Oxygen-carbon dioxide exchange
Oxygen-carbon dioxide - The process by which oxygen passes from the air in the LUNGS to the HEMOGLOBIN in the BLOOD, and carbon dioxide from the hemoglobin passes into the air in the lungs. Oxygen-carbon dioxide exchange is fundamental to life and is the primary function of the lungs. Oxygen-carbon dioxide exchange takes place between the alveoli, the tiny bubblelike sacs deep within the lungs, and the capillaries, the tiniest blood vessels of the cardiovascular system. The membranous tissue of an ALVEOLUS is only one cell or two cells in thickness. A mesh of capillaries encloses each of the 300 million or so alveoli in the lungs. The walls of the capillaries are also only one cell in thickness. Some disease states cause this interface to thicken, thus making the oxygen-carbon dioxide exchange ineffective.
Oxygen and carbon dioxide molecules (as well as the molecules of other gases such as nitrogen and highly toxic carbon monoxide) can easily pass through the walls of the alveoli and the capillaries, moving in the direction of least resistance. Oxygen molecules move from the alveoli into the capillaries with inhalation. Hemoglobin molecules in the erythrocytes (red blood cells) attract the oxygen molecules, binding with them to carry them through the bloodstream. At exhalation carbon dioxide molecules cross the alveolar membrane to join the gases within the alveoli. Exhalation expels the carbon dioxide into the atmosphere.
Factors that influence oxygen-carbon dioxide exchange include the concentration of oxygen in the air, which is about 21 percent at sea level and decreases with elevation.

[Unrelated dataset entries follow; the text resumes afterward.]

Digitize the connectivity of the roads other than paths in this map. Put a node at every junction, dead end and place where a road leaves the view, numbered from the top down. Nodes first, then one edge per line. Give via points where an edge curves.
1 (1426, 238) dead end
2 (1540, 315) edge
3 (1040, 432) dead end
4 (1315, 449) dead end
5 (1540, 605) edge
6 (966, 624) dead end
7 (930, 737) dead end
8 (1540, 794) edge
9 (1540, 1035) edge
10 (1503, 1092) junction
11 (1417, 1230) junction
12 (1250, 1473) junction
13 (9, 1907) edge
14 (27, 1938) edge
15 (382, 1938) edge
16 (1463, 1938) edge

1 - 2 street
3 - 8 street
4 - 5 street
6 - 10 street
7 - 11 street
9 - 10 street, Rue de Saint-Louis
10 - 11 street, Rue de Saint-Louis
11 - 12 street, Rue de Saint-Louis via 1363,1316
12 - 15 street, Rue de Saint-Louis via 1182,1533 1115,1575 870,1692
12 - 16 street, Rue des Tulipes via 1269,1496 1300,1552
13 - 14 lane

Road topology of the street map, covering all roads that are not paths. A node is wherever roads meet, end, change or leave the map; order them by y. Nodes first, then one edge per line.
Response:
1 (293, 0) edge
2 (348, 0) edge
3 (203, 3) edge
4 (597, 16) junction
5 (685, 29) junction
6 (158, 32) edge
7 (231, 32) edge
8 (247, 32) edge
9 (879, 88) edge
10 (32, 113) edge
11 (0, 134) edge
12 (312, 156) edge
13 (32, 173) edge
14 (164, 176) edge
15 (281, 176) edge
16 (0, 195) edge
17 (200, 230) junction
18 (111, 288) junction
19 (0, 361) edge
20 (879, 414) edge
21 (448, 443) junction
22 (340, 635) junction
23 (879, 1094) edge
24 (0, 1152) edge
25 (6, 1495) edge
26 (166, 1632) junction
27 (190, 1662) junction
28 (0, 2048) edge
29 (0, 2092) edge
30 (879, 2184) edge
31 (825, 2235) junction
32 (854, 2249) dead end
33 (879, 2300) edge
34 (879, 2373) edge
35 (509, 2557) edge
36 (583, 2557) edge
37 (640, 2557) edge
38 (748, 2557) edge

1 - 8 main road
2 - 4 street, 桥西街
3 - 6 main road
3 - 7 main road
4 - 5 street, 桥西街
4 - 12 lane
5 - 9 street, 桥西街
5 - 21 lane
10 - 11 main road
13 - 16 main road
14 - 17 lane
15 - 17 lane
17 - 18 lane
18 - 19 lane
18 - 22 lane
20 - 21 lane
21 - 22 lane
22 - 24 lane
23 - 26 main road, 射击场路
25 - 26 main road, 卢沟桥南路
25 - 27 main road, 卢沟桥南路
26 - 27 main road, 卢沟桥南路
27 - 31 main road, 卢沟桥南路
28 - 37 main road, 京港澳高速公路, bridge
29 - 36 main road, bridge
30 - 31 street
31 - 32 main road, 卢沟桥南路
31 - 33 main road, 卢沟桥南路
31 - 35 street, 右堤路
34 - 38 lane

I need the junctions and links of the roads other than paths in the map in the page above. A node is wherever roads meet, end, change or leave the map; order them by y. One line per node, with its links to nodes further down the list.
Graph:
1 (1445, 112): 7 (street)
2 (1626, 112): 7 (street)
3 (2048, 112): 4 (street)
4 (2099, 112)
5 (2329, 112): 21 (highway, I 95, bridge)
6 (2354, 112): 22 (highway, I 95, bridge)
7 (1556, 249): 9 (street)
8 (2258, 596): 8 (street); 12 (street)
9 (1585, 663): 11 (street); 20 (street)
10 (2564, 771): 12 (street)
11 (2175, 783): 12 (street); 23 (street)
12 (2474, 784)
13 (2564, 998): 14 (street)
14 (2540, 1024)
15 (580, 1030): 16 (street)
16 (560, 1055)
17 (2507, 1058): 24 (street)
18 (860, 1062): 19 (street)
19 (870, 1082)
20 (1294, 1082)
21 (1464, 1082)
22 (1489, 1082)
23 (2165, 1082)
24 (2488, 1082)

Numerous pulmonary conditions affect oxygen-carbon dioxide exchange. Infections such as INFLUENZA and PNEUMONIA can cause the alveoli to fill with fluid, blocking air from reaching the alveolar membranes. Inhaled substances, notably cigarette smoke, can clog small bronchioles, preventing air from reaching the alveoli. Eliminating their causes usually reverses most if not all of these circumstances to restore full function (though damage resulting from long-term cigarette smoking or repeated pneumonia can become permanent). Conditions that cause scarring (fibrosis), such as CYSTIC FIBROSIS, SARCOIDOSIS, PNEUMOCONIOSIS, and untreated TUBERCULOSIS, block air from reaching the alveoli. ATELECTASIS and BRONCHIECTASIS are collapses of lung segments that also block the movement of air into the deep lung tissues. Conditions in which the alveoli rupture and form enlarged sacs, such as alpha-1-antitrypsin deficiency (an inherited genetic disorder), destroy the surface area and reduce the effectiveness of the gas exchange. Both late-stage CHRONIC OBSTRUCTIVE PULMONARY DISEASE (COPD) and early emphysemapredominant COPD cause scarring and alveolar rupture. Such structural damage is permanent.